> EXERCISE GOAL: Which of the lines below mention the word "main"? Pull each one out.

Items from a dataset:
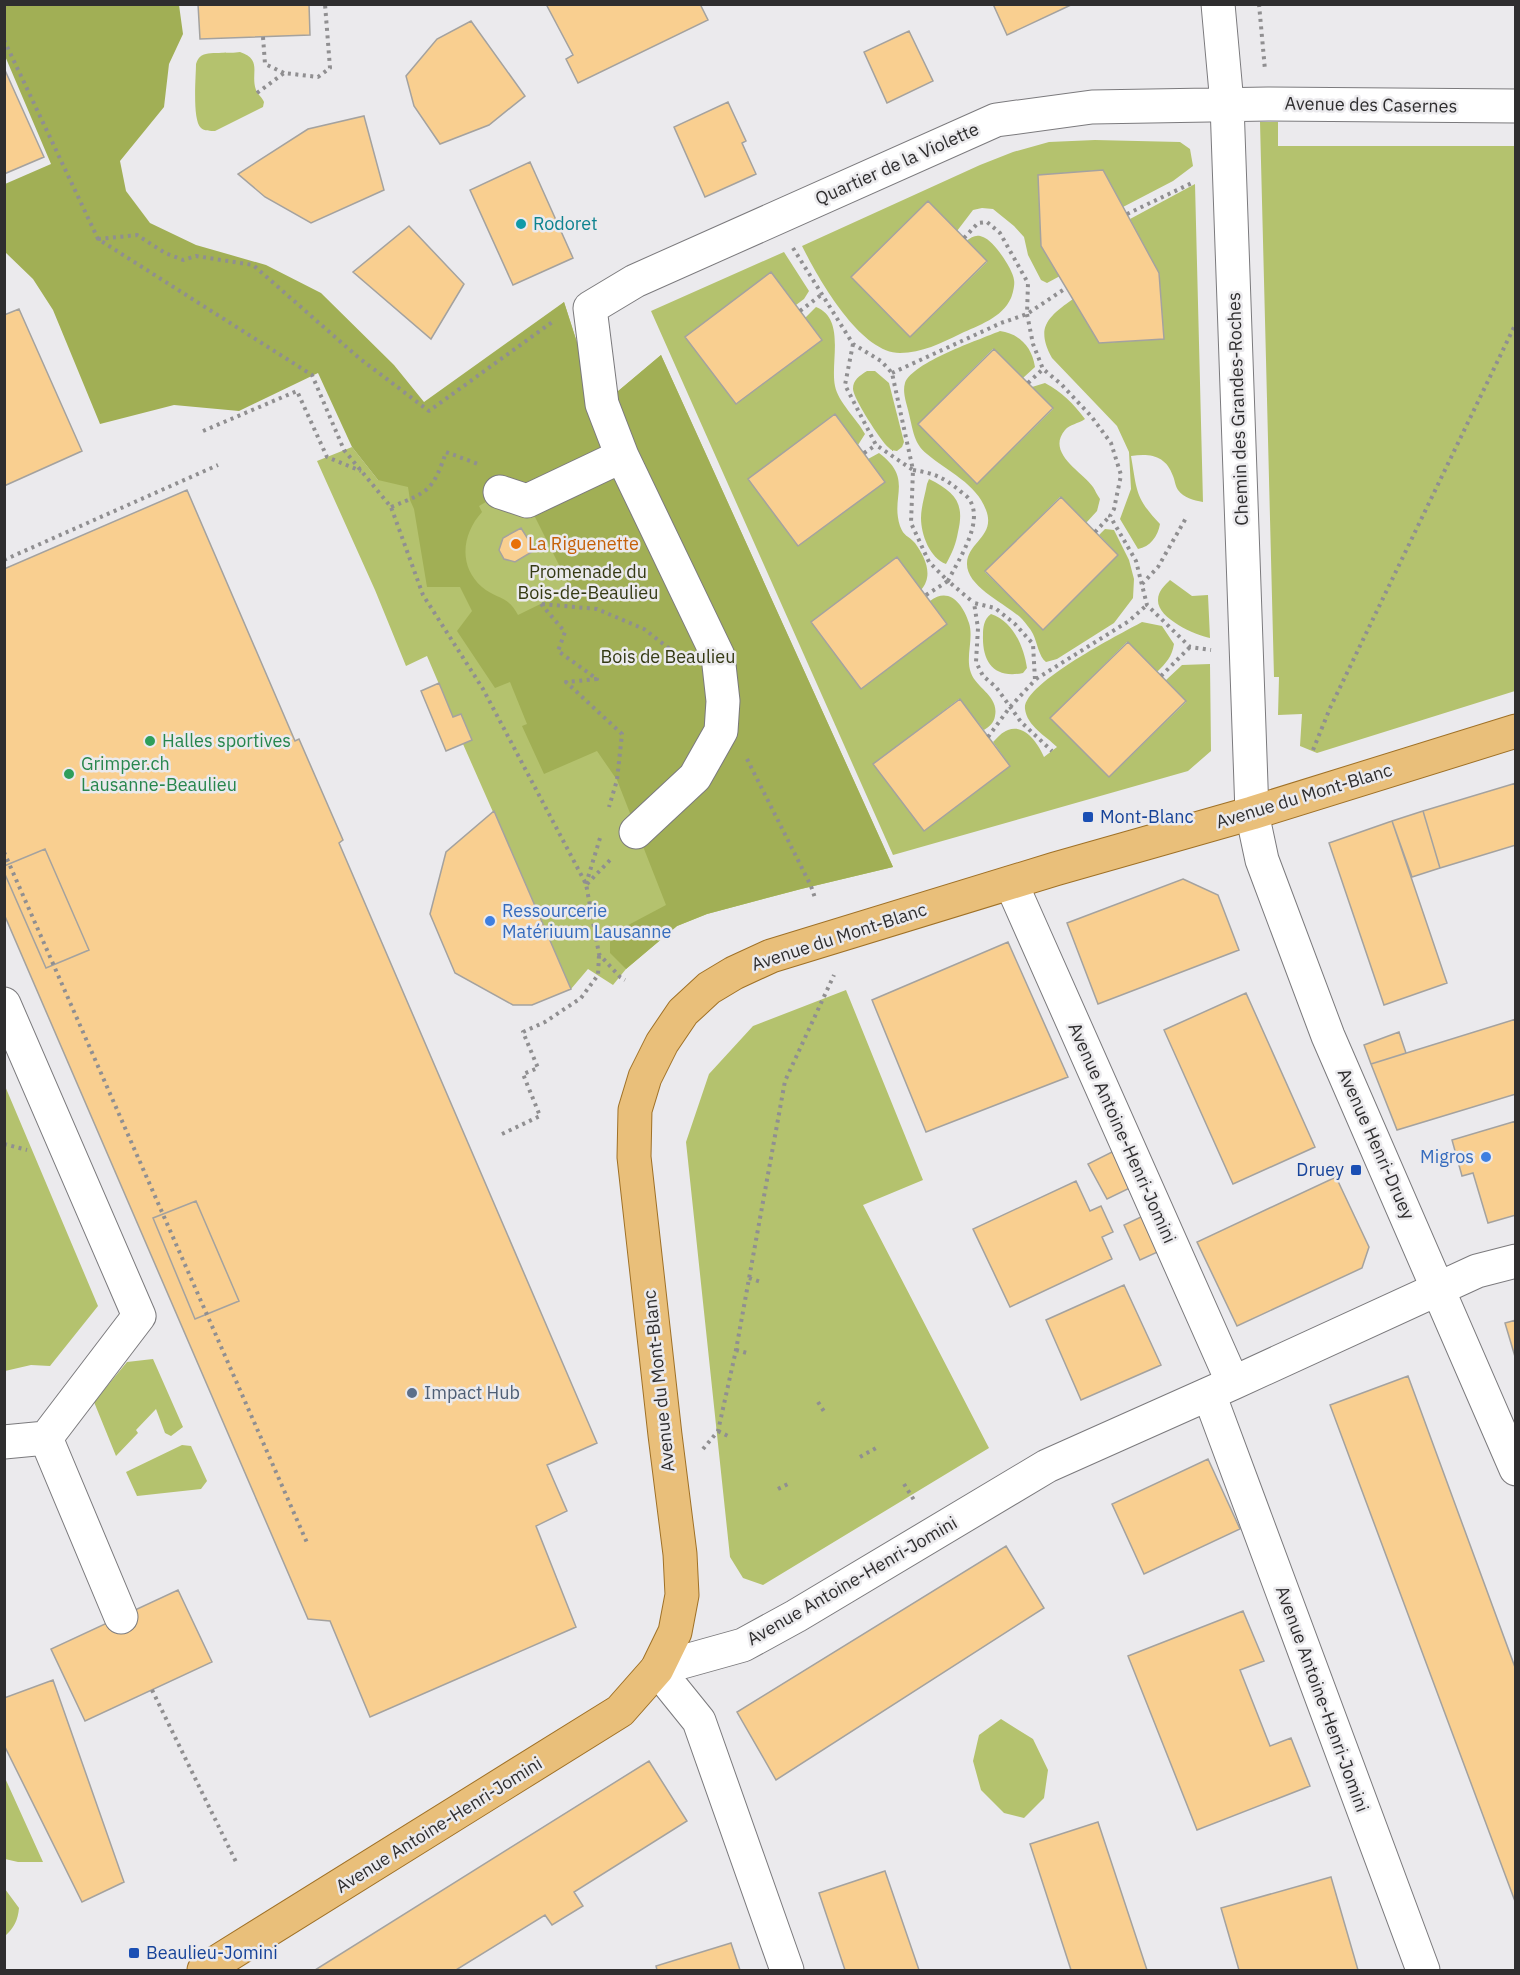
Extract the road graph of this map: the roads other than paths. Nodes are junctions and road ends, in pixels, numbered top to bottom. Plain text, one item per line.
1 (1218, 4) edge
2 (1227, 104) junction
3 (1515, 106) edge
4 (622, 456) junction
5 (500, 492) dead end
6 (1515, 730) edge
7 (1252, 813) junction
8 (636, 832) dead end
9 (1011, 883) junction
10 (4, 1004) edge
11 (1515, 1261) edge
12 (1438, 1289) junction
13 (1221, 1389) junction
14 (46, 1438) junction
15 (4, 1442) edge
16 (1515, 1469) edge
17 (121, 1617) dead end
18 (657, 1669) junction
19 (204, 1971) edge
20 (787, 1971) edge
21 (1423, 1971) edge

1 - 2 street, Chemin des Grandes-Roches
2 - 3 street, Avenue des Casernes
2 - 4 street, Quartier de la Violette
2 - 7 street, Chemin des Grandes-Roches
4 - 5 street
4 - 8 street
6 - 7 main road, Avenue du Mont-Blanc
7 - 9 main road, Avenue du Mont-Blanc
7 - 12 street, Avenue Henri-Druey
9 - 13 street, Avenue Antoine-Henri-Jomini
9 - 18 main road, Avenue du Mont-Blanc
10 - 14 street
11 - 12 street, Avenue Antoine-Henri-Jomini
12 - 13 street, Avenue Antoine-Henri-Jomini
12 - 16 street, Avenue Henri-Druey
13 - 18 street, Avenue Antoine-Henri-Jomini
13 - 21 street, Avenue Antoine-Henri-Jomini
14 - 15 street
14 - 17 street
18 - 19 main road, Avenue Antoine-Henri-Jomini
18 - 20 street

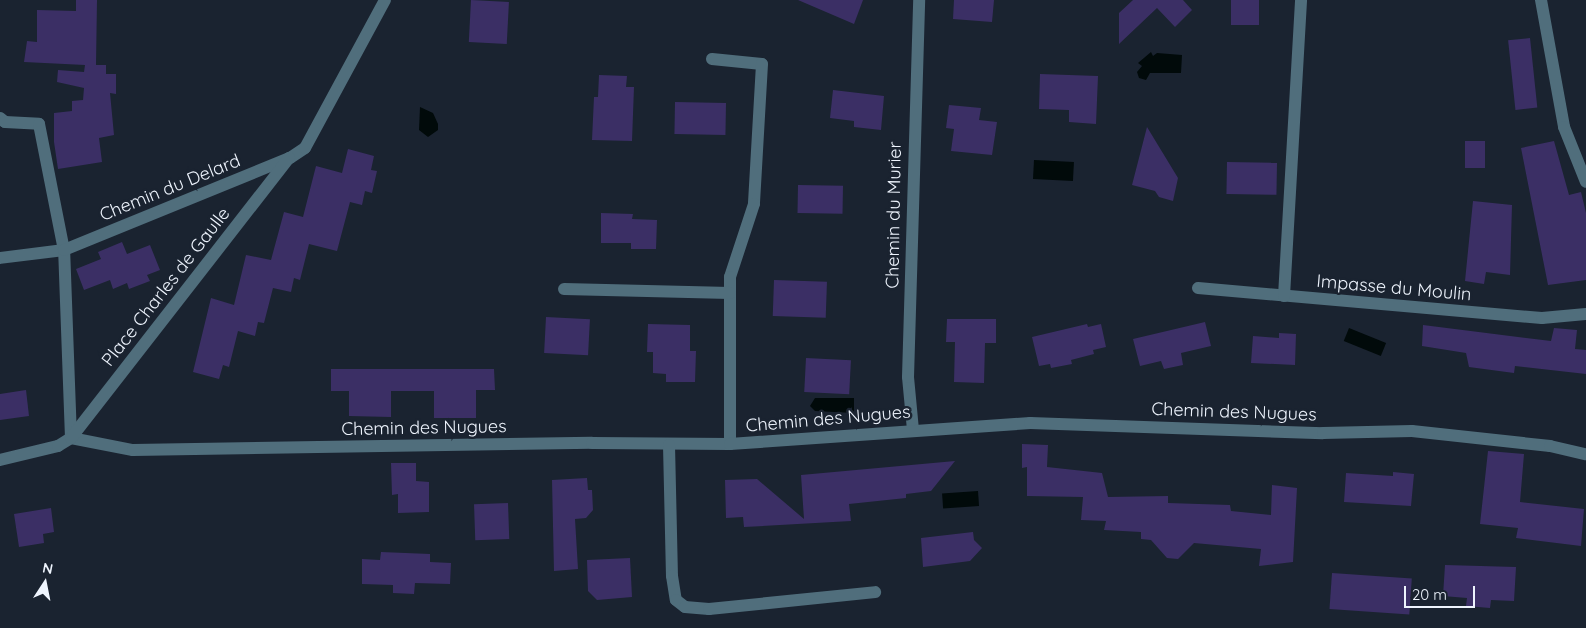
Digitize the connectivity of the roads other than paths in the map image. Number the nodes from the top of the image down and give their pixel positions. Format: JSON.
{"nodes":[{"id":1,"x":385,"y":0,"type":"edge"},
{"id":2,"x":919,"y":0,"type":"edge"},
{"id":3,"x":1301,"y":0,"type":"edge"},
{"id":4,"x":1541,"y":0,"type":"edge"},
{"id":5,"x":712,"y":59,"type":"dead end"},
{"id":6,"x":0,"y":118,"type":"edge"},
{"id":7,"x":290,"y":158,"type":"junction"},
{"id":8,"x":1586,"y":182,"type":"edge"},
{"id":9,"x":64,"y":250,"type":"junction"},
{"id":10,"x":0,"y":258,"type":"edge"},
{"id":11,"x":1198,"y":288,"type":"dead end"},
{"id":12,"x":564,"y":289,"type":"dead end"},
{"id":13,"x":730,"y":293,"type":"junction"},
{"id":14,"x":1284,"y":296,"type":"junction"},
{"id":15,"x":1586,"y":314,"type":"edge"},
{"id":16,"x":913,"y":430,"type":"junction"},
{"id":17,"x":71,"y":438,"type":"junction"},
{"id":18,"x":730,"y":444,"type":"junction"},
{"id":19,"x":669,"y":445,"type":"junction"},
{"id":20,"x":1586,"y":454,"type":"edge"},
{"id":21,"x":0,"y":460,"type":"edge"},
{"id":22,"x":875,"y":592,"type":"dead end"}],
"edges":[{"from":1,"to":7,"type":"street","name":"Chemin du Delard"},
{"from":2,"to":16,"type":"street","name":"Chemin du Murier"},
{"from":3,"to":14,"type":"street"},
{"from":4,"to":8,"type":"street"},
{"from":5,"to":13,"type":"street"},
{"from":6,"to":9,"type":"street"},
{"from":7,"to":9,"type":"street","name":"Chemin du Delard"},
{"from":7,"to":17,"type":"street","name":"Place Charles de Gaulle"},
{"from":9,"to":10,"type":"street","name":"Chemin du Delard"},
{"from":9,"to":17,"type":"street"},
{"from":11,"to":14,"type":"street","name":"Impasse du Moulin"},
{"from":12,"to":13,"type":"street"},
{"from":13,"to":18,"type":"street"},
{"from":14,"to":15,"type":"street","name":"Impasse du Moulin"},
{"from":16,"to":18,"type":"street","name":"Chemin des Nugues"},
{"from":16,"to":20,"type":"street","name":"Chemin des Nugues"},
{"from":17,"to":19,"type":"street","name":"Chemin des Nugues"},
{"from":17,"to":21,"type":"street"},
{"from":18,"to":19,"type":"street","name":"Chemin des Nugues"},
{"from":19,"to":22,"type":"street"}]}
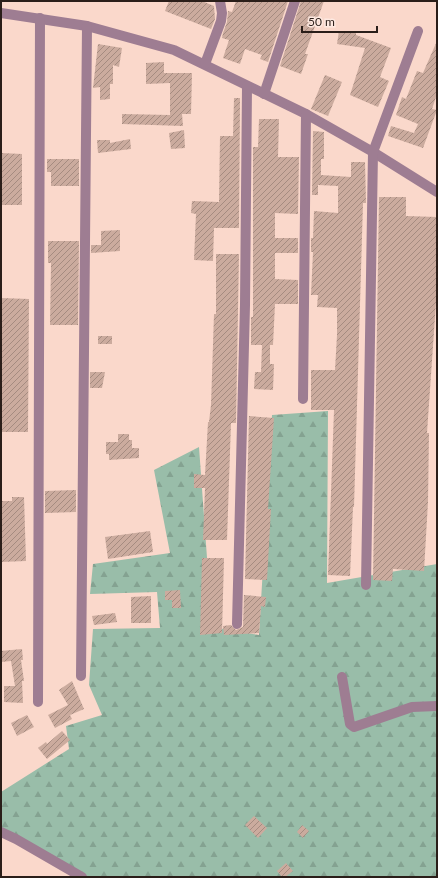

> RESPONSE TO THIS EXERCISE:
6 - 7 main road, Avenue du Mont-Blanc
7 - 9 main road, Avenue du Mont-Blanc
9 - 18 main road, Avenue du Mont-Blanc
18 - 19 main road, Avenue Antoine-Henri-Jomini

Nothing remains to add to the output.